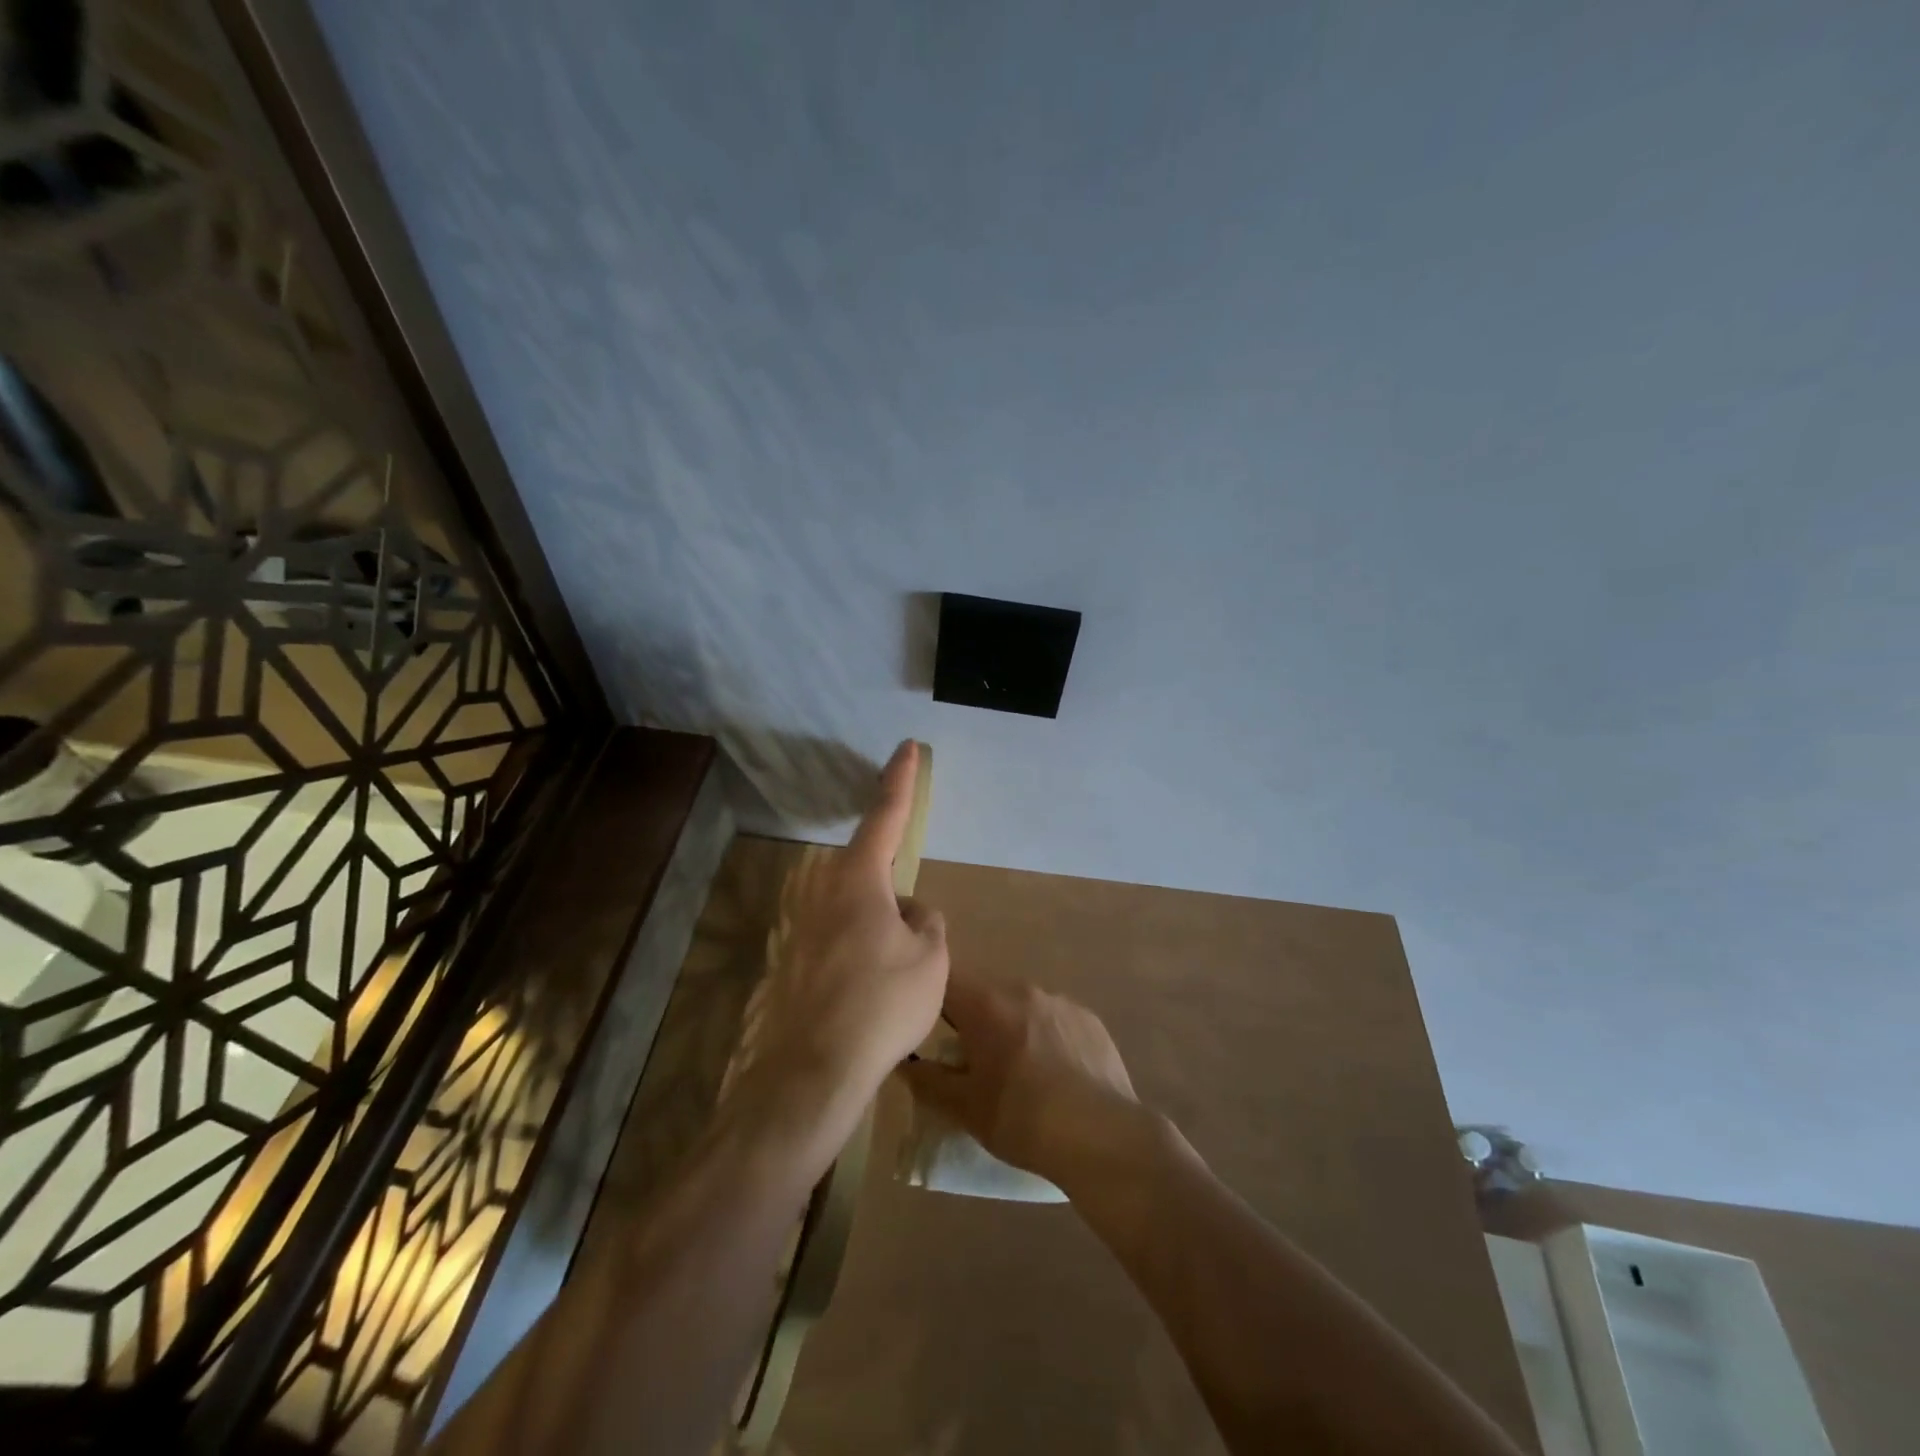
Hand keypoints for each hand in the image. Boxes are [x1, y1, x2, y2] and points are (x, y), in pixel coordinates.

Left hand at [755, 741, 948, 1104]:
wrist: (813, 1071)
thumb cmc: (882, 1003)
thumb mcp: (931, 958)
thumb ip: (927, 921)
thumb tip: (911, 912)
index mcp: (858, 878)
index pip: (885, 815)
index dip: (900, 779)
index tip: (906, 746)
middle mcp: (823, 891)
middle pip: (870, 872)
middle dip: (896, 896)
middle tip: (915, 941)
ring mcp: (803, 925)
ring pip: (858, 911)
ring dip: (882, 933)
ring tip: (897, 980)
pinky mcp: (794, 958)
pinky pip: (842, 940)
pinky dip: (863, 956)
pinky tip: (871, 997)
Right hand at [902, 970, 1141, 1189]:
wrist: (1102, 1136)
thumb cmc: (1023, 1120)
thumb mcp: (966, 1109)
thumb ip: (929, 1082)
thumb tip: (904, 1065)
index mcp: (987, 1004)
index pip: (946, 981)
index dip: (934, 1000)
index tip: (931, 1029)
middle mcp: (1023, 989)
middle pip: (985, 994)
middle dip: (975, 1021)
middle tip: (974, 1063)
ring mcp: (1060, 1001)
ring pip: (1021, 1006)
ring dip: (1012, 1028)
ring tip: (1020, 1073)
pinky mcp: (1090, 1019)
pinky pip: (1055, 1019)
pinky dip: (1047, 1037)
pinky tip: (1056, 1075)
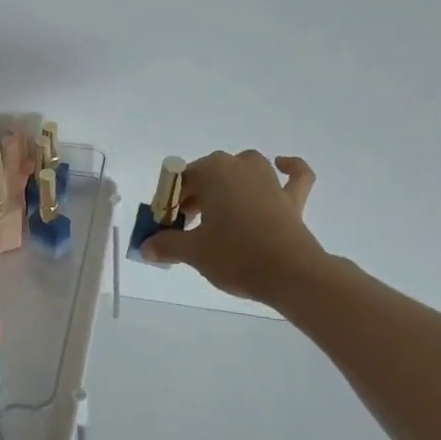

> YOUR TASK
Using the entries above, give again exactly the lines from the line holding "thumb mcp: (966, 1109)" through the line holding "middle tip: (974, 1063)". Include both end lines and nothing else.

> RESPONSE AREA
thumb mcp: (966, 1109)
thumb ip: (929, 1082)
thumb tip: (904, 1065)
index mcp: (987, 1004)
index pip: (946, 981)
index dip: (934, 1000)
index tip: (931, 1029)
middle mcp: (1023, 989)
middle pip: (985, 994)
middle dip: (975, 1021)
middle tip: (974, 1063)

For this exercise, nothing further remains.